◆ TRY IT
Each line in the material below must be transcribed exactly; no picture belongs in the copy.

=-=-=-=-=

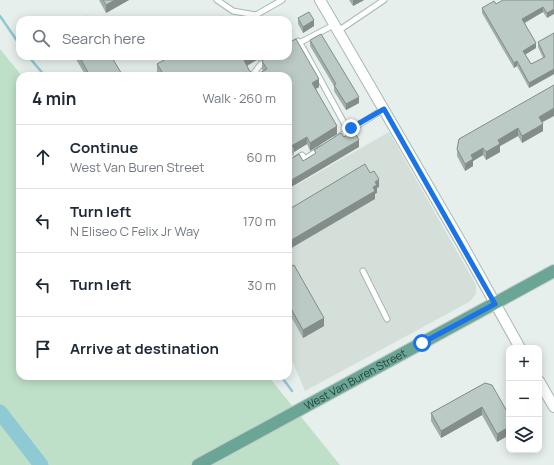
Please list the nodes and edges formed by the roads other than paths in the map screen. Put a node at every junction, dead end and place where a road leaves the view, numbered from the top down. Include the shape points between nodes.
1 (217, 0) edge
2 (282, 0) edge
3 (320, 0) edge
4 (384, 0) edge
5 (336, 28) junction
6 (299, 43) junction
7 (292, 45) edge
8 (268, 60) edge
9 (255, 72) edge
10 (384, 109) junction
11 (348, 130) junction
12 (330, 143) edge
13 (323, 147) edge
14 (292, 161) edge
15 (363, 271) dead end
16 (554, 271) edge
17 (495, 304) junction
18 (386, 319) dead end
19 (518, 345) edge
20 (542, 386) edge
21 (554, 407) edge
22 (198, 465) edge

1 - 2 lane via 233,11 256,15
3 - 5 street
4 - 5 lane
5 - 6 lane
5 - 10 street
6 - 7 lane via 298,41
6 - 11 lane
8 - 9 lane
10 - 11 lane
10 - 17 street
11 - 12 lane
13 - 14 lane via 305,159 302,156
15 - 18 lane
16 - 17 main road, West Van Buren Street
17 - 19 street
17 - 22 main road, West Van Buren Street
20 - 21 street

=-=-=-=-=

◆ THE COMPLETED TASK
Please list the nodes and edges formed by the roads other than paths in the map screen. Put a node at every junction, dead end and place where a road leaves the view, numbered from the top down. Include the shape points between nodes.
1 (217, 0) edge
2 (282, 0) edge
3 (320, 0) edge
4 (384, 0) edge
5 (336, 28) junction
6 (299, 43) junction
7 (292, 45) edge
8 (268, 60) edge
9 (255, 72) edge
10 (384, 109) junction
11 (348, 130) junction
12 (330, 143) edge
13 (323, 147) edge
14 (292, 161) edge
15 (363, 271) dead end
16 (554, 271) edge
17 (495, 304) junction
18 (386, 319) dead end
19 (518, 345) edge
20 (542, 386) edge
21 (554, 407) edge
22 (198, 465) edge

1 - 2 lane via 233,11 256,15
3 - 5 street
4 - 5 lane
5 - 6 lane
5 - 10 street
6 - 7 lane via 298,41
6 - 11 lane
8 - 9 lane
10 - 11 lane
10 - 17 street
11 - 12 lane
13 - 14 lane via 305,159 302,156
15 - 18 lane
16 - 17 main road, West Van Buren Street
17 - 19 street
17 - 22 main road, West Van Buren Street
20 - 21 street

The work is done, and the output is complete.